The penalties, authorized by the 2010 health care law, are part of a multipronged effort by Medicare . . . .
(article via Medcity News)
I read this and can’t help but think that, even though hospitals are going to be losing some of their funding it ultimately will “force improvements in hospital quality.”
One of the many criticisms I hear about the health care law that was passed and subsequently fought over was that it’ll raise everyone’s taxes. I never bought that line. Funding was to come from health insurance companies that offer excess health insurance; individuals who earn over $200,000 a year; tanners (sources easier to read than the actual bill).
And here’s something else. Going to the hospital is going to cost less for Medicare recipients, too, because they will finally receive the quality care they should receive, instead of being spit out of the hospital before they’re fully recovered only to return within 30 days!

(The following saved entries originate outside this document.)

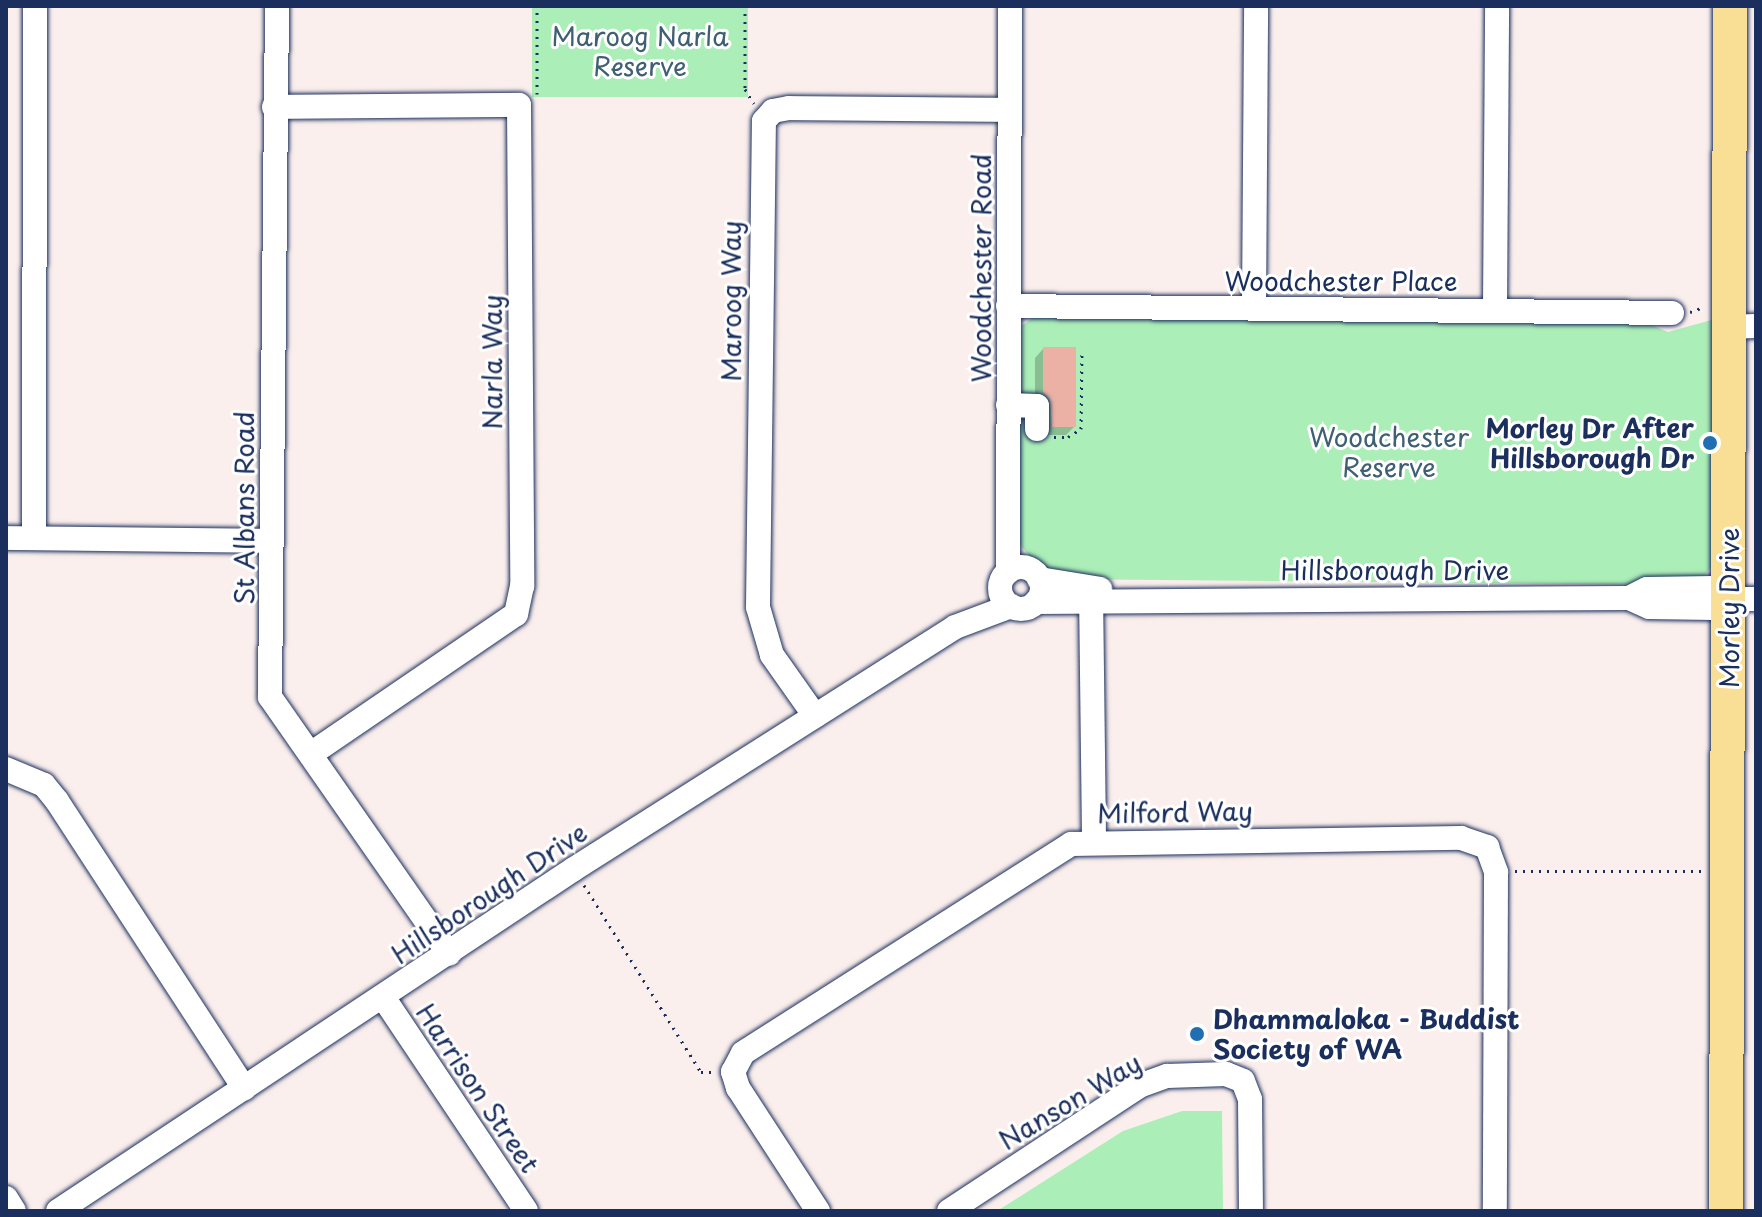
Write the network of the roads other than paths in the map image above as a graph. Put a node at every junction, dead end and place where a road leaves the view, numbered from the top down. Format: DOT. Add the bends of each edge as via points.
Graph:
graph roads {
  1 [pos="35,6"];
  2 [pos="277,6"];
  3 [pos="1010,6"];
  4 [pos="1256,6"];
  5 [pos="1497,6"];
  6 [pos="1730,6"];
  7 [pos="274,107"];
  8 [pos="1010,110"];
  9 [pos="1008,306"];
  10 [pos="1254,309"];
  11 [pos="1495,309"];
  12 [pos="1672,313"];
  13 [pos="1742,326"];
  14 [pos="1008,405"];
  15 [pos="1046,433"];
  16 [pos="1019,531"];
  17 [pos="6,538"];
  18 [pos="34,538"];
  19 [pos="272,541"];
  20 [pos="1037,585"];
  21 [pos="1006,587"];
  22 [pos="1091,597"];
  23 [pos="1743,599"];
  24 [pos="815,716"];
  25 [pos="311,754"];
  26 [pos="6,769"];
  27 [pos="1094,840"];
  28 [pos="449,954"];
  29 [pos="383,997"];
  30 [pos="244,1088"];
  31 [pos="6,1198"];
  32 [pos="14,1211"];
  33 [pos="58,1211"];
  34 [pos="526,1211"];
  35 [pos="818,1211"];
  36 [pos="949,1211"];
  37 [pos="1251,1211"];
  38 [pos="1495,1211"];
  39 [pos="1726,1211"];
  1 -- 18 [label="street"];
  2 -- 7 [label="street, St Albans Road"];
  3 -- 8 [label="street, Woodchester Road"];
  4 -- 10 [label="street"];
  5 -- 11 [label="street"];
  6 -- 13 [label="highway, Morley Drive"];
  7 -- 19 [label="street, St Albans Road"];
  7 -- 25 [label="street, Narla Way" via="519,105 522,586 516,614"];
  8 -- 9 [label="street, Woodchester Road"];
  8 -- 24 [label="street, Maroog Way" via="789,108 773,111 764,121 758,607 772,655"];
  9 -- 10 [label="street, Woodchester Place"];
  9 -- 14 [label="street, Woodchester Road"];
  10 -- 11 [label="street, Woodchester Place"];
  11 -- 12 [label="street, Woodchester Place"];
  13 -- 23 [label="highway, Morley Drive"];
  14 -- 15 [label="street" via="1037,406"];
  14 -- 16 [label="street, Woodchester Road"];
  16 -- 20 [label="street"];
  16 -- 21 [label="street, Woodchester Road"];
  17 -- 18 [label="street"];
  18 -- 19 [label="street"];
  19 -- 25 [label="street, St Albans Road" via="270,697"];
  20 -- 21 [label="street" via="1021,567"];
  20 -- 21 [label="street" via="1020,609"];
  20 -- 22 [label="street, Hillsborough Drive"];
  21 -- 24 [label="street, Hillsborough Drive" via="968,609 955,627"];
  22 -- 23 [label="street, Hillsborough Drive" via="1629,598 1649,607 1713,608"];
  22 -- 27 [label="street"];
  23 -- 39 [label="highway, Morley Drive"];
  24 -- 28 [label="street, Hillsborough Drive"];
  25 -- 28 [label="street, St Albans Road"];
  26 -- 30 [label="street" via="44,785 57,801"];
  27 -- 35 [label="street, Milford Way" via="1071,844 743,1053 733,1072"];
  27 -- 38 [label="street, Milford Way" via="1461,838 1487,847 1496,872"];
  28 -- 29 [label="street, Hillsborough Drive"];
  29 -- 30 [label="street, Hillsborough Drive"];
  29 -- 34 [label="street, Harrison Street"];
  30 -- 33 [label="street, Hillsborough Drive"];
  31 -- 32 [label="street"];
  36 -- 37 [label="street, Nanson Way" via="1139,1086 1167,1076 1226,1074 1243,1081 1250,1099"];
}
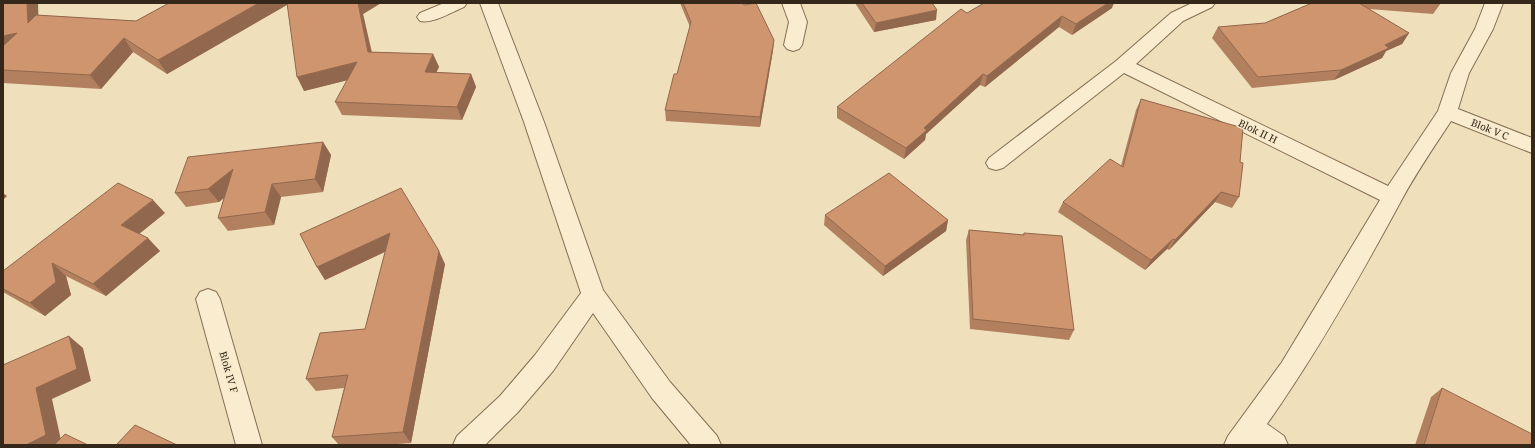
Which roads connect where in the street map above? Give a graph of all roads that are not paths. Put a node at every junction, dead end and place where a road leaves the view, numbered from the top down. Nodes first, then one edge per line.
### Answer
1 (458, 3) edge
2 (489, 3) edge
3 (791, 3) edge
4 (1206, 3) edge
5 (1494, 3) edge
6 (426, 17) dead end
7 (793, 45) dead end
8 (1124, 65) junction
9 (1447, 112) junction
10 (1532, 146) edge
11 (996, 163) dead end
12 (1392, 197) junction
13 (593, 294) junction
14 (208, 299) dead end
15 (1244, 436) edge
16 (249, 445) edge
17 (466, 445) edge
18 (708, 445) edge
19 (1275, 445) edge

1 - 6 street
2 - 13 street
3 - 7 street
4 - 8 street
5 - 9 street
8 - 11 street
8 - 12 street, Blok II H
9 - 10 street, Blok V C
9 - 12 street
12 - 15 street
13 - 17 street
13 - 18 street
14 - 16 street, Blok IV F
15 - 19 street

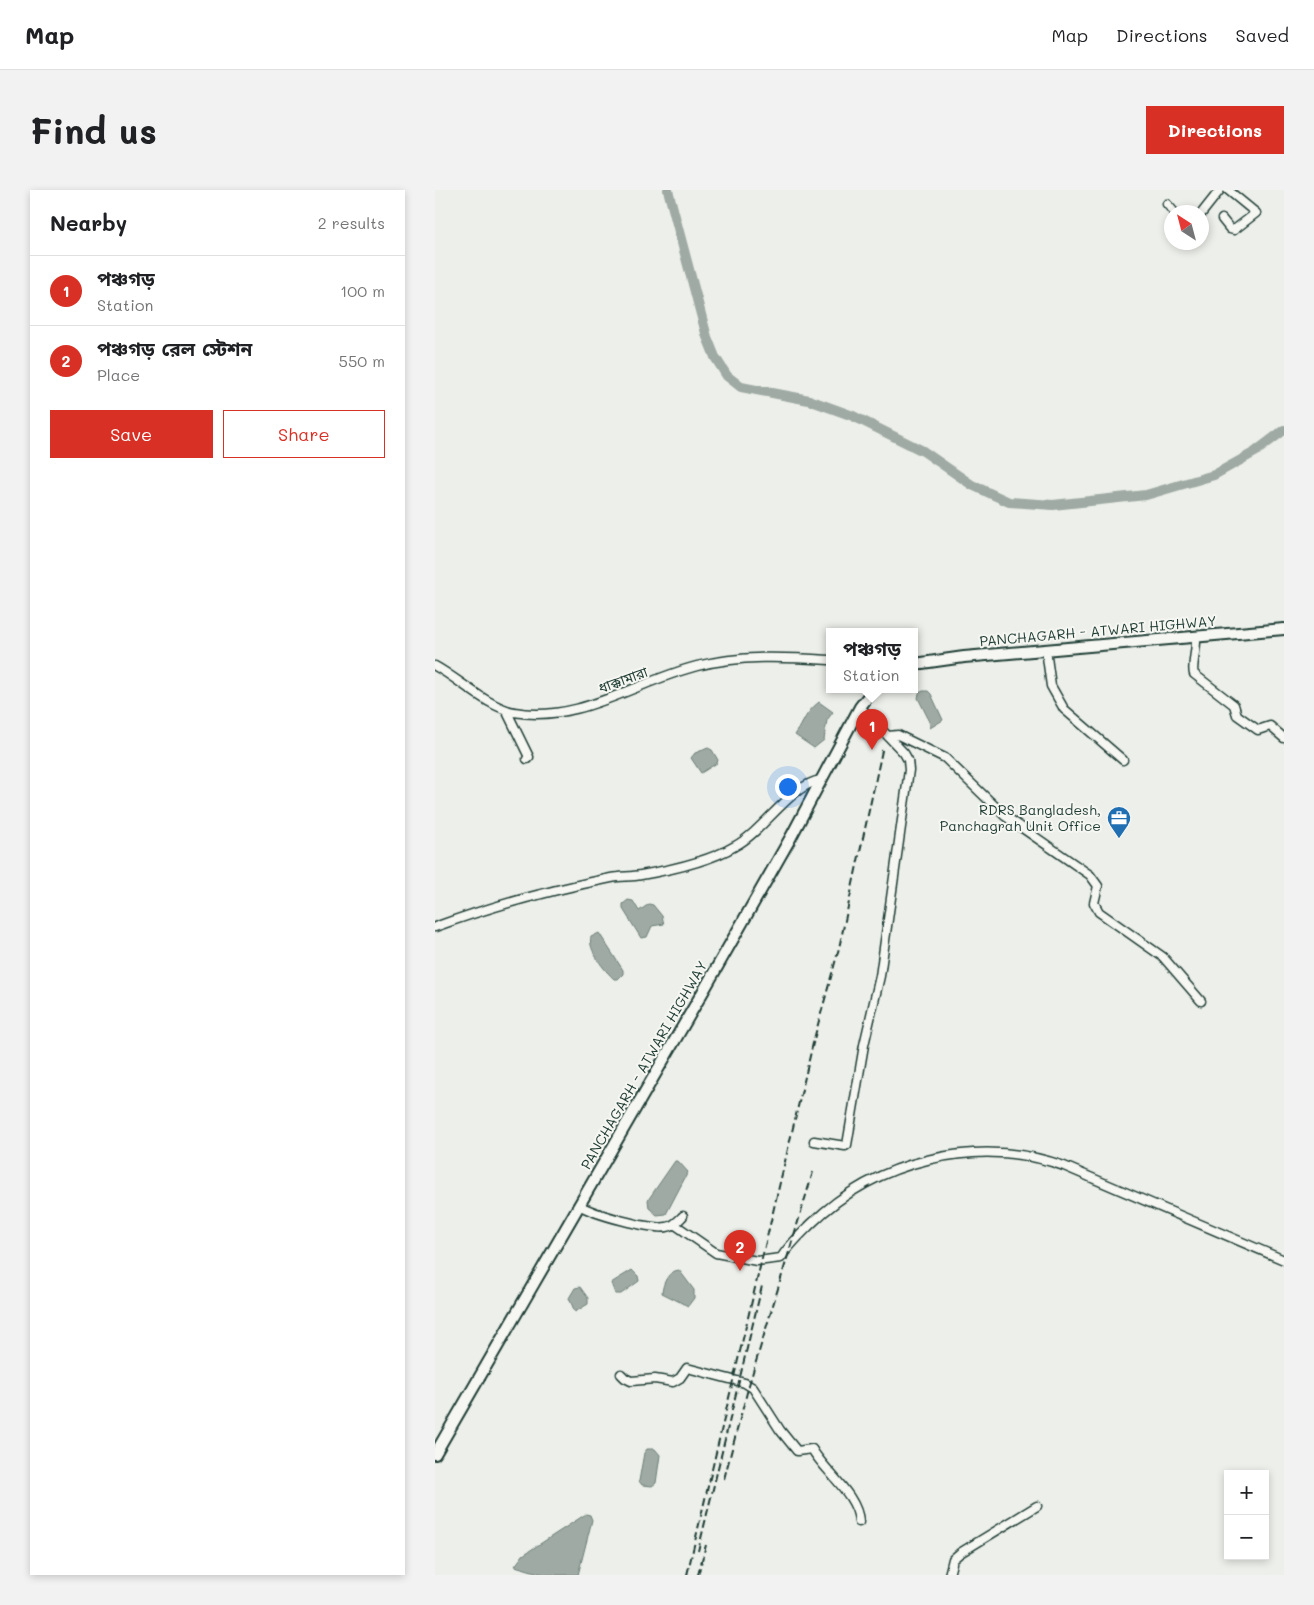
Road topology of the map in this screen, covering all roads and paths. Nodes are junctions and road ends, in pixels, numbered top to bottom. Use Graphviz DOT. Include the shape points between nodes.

I don’t know how y’all feel about this stuff. I know there will be a lot of people who disagree with me. They’ll say that hospitals, especially ones that are already struggling, may be forced to shut down.
My local hospital has been a non-profit since its inception in the 1950’s. They have freaking bake sales. If a hospital is on the verge of shutting down and something like this would push it to shut down, then (a) they are rife with other problems and should work to fix those problems as well, or (b) they should have freaking bake sales and stay open.
(A quick note to all who recognise the once thriving Henryton Mental Hospital in Maryland. I just have a thing for abandoned mental institutions lately, and it has nothing to do with this article.)